Der Oberste Gerichtshof (OGH) hat am Dienstag den Freispruch des ehemaligen Chefinspektors des aufgelösten Bundesamts für Verfassungsschutz und Terrorismusbekämpfung (BVT), Egisto Ott, teilweise aufgehoben. Im Zentrum der Entscheidung stehen sogenannte Lederhosen-Fotos, die Ott weitergegeben haben soll. Die Causa wird nun erneut vor dem Wiener Landesgericht verhandelt.

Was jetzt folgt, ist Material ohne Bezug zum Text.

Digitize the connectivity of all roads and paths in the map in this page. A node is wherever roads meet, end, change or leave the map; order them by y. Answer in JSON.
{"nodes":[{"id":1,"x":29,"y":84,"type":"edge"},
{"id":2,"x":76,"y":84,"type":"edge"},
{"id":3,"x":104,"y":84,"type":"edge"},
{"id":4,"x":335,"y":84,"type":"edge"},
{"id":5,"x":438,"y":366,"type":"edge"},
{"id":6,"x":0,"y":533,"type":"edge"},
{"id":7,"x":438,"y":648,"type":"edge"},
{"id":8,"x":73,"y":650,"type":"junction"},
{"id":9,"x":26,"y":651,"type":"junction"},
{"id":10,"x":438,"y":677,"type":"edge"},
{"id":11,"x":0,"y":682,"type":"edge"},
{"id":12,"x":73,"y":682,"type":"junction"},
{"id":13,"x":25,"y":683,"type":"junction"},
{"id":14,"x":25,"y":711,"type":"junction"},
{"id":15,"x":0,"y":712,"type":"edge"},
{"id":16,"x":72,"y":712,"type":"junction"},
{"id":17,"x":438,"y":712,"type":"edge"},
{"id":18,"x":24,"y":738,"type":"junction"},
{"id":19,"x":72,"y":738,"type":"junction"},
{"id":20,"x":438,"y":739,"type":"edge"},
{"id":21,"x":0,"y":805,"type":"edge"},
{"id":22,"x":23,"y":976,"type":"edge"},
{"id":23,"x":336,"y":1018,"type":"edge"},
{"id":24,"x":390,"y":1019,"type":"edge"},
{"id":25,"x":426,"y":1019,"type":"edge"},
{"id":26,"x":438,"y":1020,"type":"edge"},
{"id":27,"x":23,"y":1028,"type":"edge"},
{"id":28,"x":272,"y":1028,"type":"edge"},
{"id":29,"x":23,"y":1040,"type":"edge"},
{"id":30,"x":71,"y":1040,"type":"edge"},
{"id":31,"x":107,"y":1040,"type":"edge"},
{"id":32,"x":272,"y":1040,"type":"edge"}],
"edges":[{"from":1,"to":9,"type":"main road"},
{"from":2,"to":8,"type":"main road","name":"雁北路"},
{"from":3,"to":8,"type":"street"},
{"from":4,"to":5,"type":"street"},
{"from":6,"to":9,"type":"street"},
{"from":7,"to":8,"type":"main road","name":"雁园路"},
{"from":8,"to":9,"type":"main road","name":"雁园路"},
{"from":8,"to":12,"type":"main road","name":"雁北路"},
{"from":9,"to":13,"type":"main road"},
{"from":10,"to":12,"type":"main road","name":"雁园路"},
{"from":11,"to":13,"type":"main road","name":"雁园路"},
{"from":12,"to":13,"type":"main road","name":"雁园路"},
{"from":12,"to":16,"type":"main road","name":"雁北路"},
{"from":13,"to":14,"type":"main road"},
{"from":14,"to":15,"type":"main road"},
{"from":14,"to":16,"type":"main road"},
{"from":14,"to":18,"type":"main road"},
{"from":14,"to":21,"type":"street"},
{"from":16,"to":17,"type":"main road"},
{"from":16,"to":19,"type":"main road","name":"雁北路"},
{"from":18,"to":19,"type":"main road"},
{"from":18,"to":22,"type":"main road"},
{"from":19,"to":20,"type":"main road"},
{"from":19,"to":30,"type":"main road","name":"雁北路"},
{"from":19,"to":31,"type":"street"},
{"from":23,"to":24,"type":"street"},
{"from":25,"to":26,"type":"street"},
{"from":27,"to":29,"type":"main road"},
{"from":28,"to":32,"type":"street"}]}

Hintergrund: Die Vorwürfe gegen Ott

Egisto Ott wurde ursprünglich vorgeworfen, Amtsgeheimnisse verraten und gegen Datenschutzbestimmungen verstoßen zu haben. Konkret ging es um Fotos, die zwei BVT-Beamte mit einem südkoreanischen Kollegen beim Kauf von Lederhosen zeigen. Diese Bilder waren mit Bildtexten versehen, die die Namen der Beamten und ihre Dienststellen enthielten. Das Wiener Landesgericht hatte Ott im März 2025 in allen Punkten freigesprochen, doch die Staatsanwaltschaft legte Nichtigkeitsbeschwerde ein.

OGH: Mängel in der Begründung

Der OGH bemängelte die Begründung des erstinstanzlichen Freispruchs. Laut der Vorsitzenden des fünfköpfigen Senats, Christa Hetlinger, sei es nicht ausreichend, lediglich festzustellen, dass unklar sei, ob Ott die Fotos ausschließlich in seiner Funktion als Beamter erhalten und weitergegeben habe. Es müsse geprüft werden, ob die Weitergabe der Bilder eine Verletzung von Amtsgeheimnissen darstellt. Die Staatsanwaltschaft habe Indizien vorgelegt, die auf eine mögliche Strafbarkeit hinweisen könnten.

Weitere Vorwürfe bleiben vom Freispruch unberührt

Während die Lederhosen-Foto-Causa erneut verhandelt wird, bleibt der Freispruch in anderen Punkten bestehen. So wurde Ott vorgeworfen, Informationen über ein Treffen des „Berner Clubs“ sowie eine Liste mit Namen von BVT-Beamten an den ehemaligen FPÖ-Nationalratsabgeordneten Hans-Jörg Jenewein weitergegeben zu haben. Auch die Weitergabe von Informationen zur „Soko Tape“, die nach dem Ibiza-Video eingesetzt wurde, wurde vom OGH nicht als strafbar eingestuft.

Jenewein und Ex-Kickl-Mitarbeiterin: Urteile aufgehoben

In derselben Verhandlung wurden auch die Urteile gegen Hans-Jörg Jenewein und eine frühere Mitarbeiterin des damaligen Innenministers Herbert Kickl (FPÖ) aufgehoben. Beide waren wegen Amtsmissbrauchs zu zwölf Monaten bedingt verurteilt worden. Der OGH stellte jedoch fest, dass das Vorgehen der beiden nicht tatbildlich war. Die Fälle werden ebenfalls erneut verhandelt.